The last few weeks in our community have shown us that this has hardly changed. Whether it was house concerts, jazz society concerts, events put on by the schools or other musical events, the Battlefords’ “cultural calendar” has been jam packed recently. We’ve had jazz, Celtic, folk, classical, rock and roll, choral, heavy metal and fiddle music. Just Tuesday night I was lucky enough (or unlucky, depending on your tastes) to go from a transcendent, beautiful jazz concert to a fairly raucous heavy metal show. As I made the transition (listening to Frank Sinatra on CBC all the while), I realized I couldn’t make the transition I was making anywhere else. Or rather that I could, but I almost certainly wouldn’t.

North Battleford had, in its own way, created a unique experience for me.

Despite our community’s embarrassingly underdeveloped downtown, its serious problems with crime, its bumpy streets and other problems, it has nevertheless remained culturally vibrant.

I was struck, though, by the fact that almost every single one of the events I attended was community-organized.

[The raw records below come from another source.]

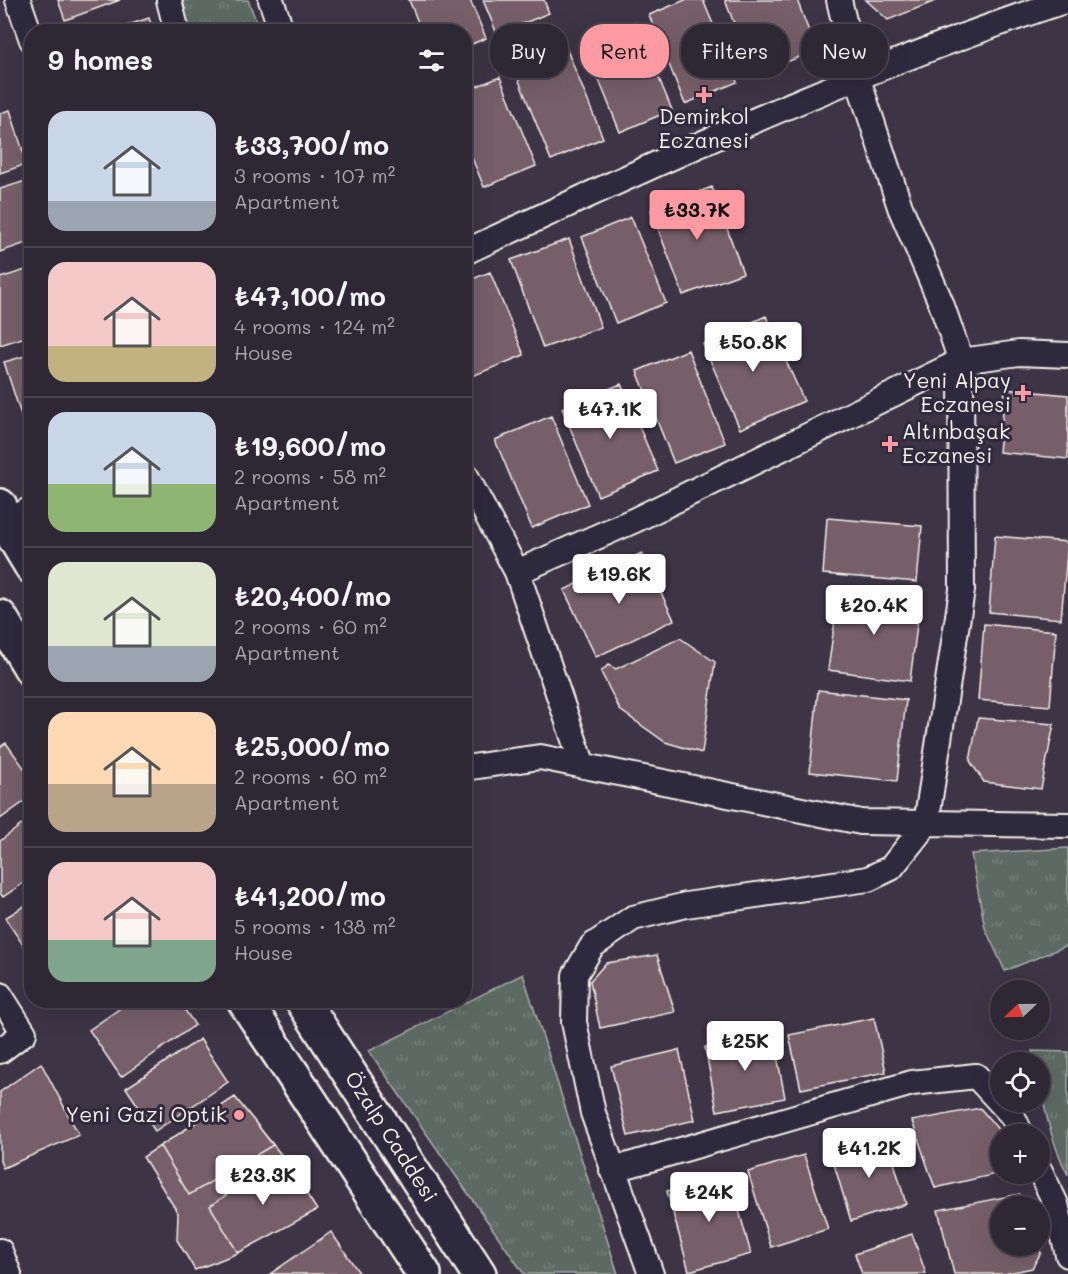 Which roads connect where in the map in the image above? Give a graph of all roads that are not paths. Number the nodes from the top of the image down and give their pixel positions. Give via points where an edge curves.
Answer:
1 (18, 0) edge
2 (169, 0) edge
3 (271, 0) edge
4 (839, 0) edge
5 (1067, 0) edge
6 (26, 24) edge
7 (175, 24) edge
8 (279, 24) edge
9 (845, 24) edge
10 (888, 64) edge
11 (852, 78) edge
12 (858, 78) edge
13 (472, 249) edge
14 (1068, 355) edge
15 (961, 361) junction
16 (472, 487) edge
17 (9, 516) edge
18 (24, 549) edge
19 (517, 572) junction
20 (0, 617) edge
21 (24, 657) edge
22 (583, 766) junction
23 (472, 767) edge
24 (926, 824) junction
25 (1068, 825) edge
26 (0, 995) edge
27 (249, 1008) edge
28 (307, 1008) edge
29 (0, 1051) edge
30 (1016, 1124) edge
31 (612, 1170) junction
32 (1046, 1184) edge
33 (0, 1251) edge
34 (1068, 1255) edge
35 (9, 1274) edge
36 (424, 1274) edge
37 (479, 1274) edge
38 (651, 1274) edge

1 - 6 street
2 - 7 street
3 - 8 street
4 - 9 street
5 - 10 street
11 - 13 street
12 - 15 street via 900,207
14 - 15 street via 1019,353
15 - 19 street via 646,515
15 - 24 street via 962,590
16 - 19 street
17 - 18 main road
19 - 22 street
20 - 21 main road
22 - 23 street via 540,757
22 - 24 street via 861,822
24 - 25 street
24 - 31 street via 891,868 868,879 686,905 633,918 592,945 575,975 574,1022 593,1113
26 - 29 street via 24,1033
27 - 36 main road
28 - 37 main road, Özalp Caddesi
30 - 31 street via 976,1076 912,1083
31 - 38 street
32 - 34 street via 1056,1204
33 - 35 street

No one from City Hall was ever in attendance, although City support of one of the venues did have a role in making the event happen. It might just be that I have different tastes from most of our local government, but it’s been a consistent trend since I moved here.

This isn’t a bad thing, of course, it’s a really good one. But the point is that culture is alive and well in the community regardless of City Hall’s efforts. I wondered, often aloud, how the new theatre would fit into the current mélange.

While it could fail or succeed, our new theatre GM should understand that, for the moment, much of our community’s cultural life is just that – our community’s.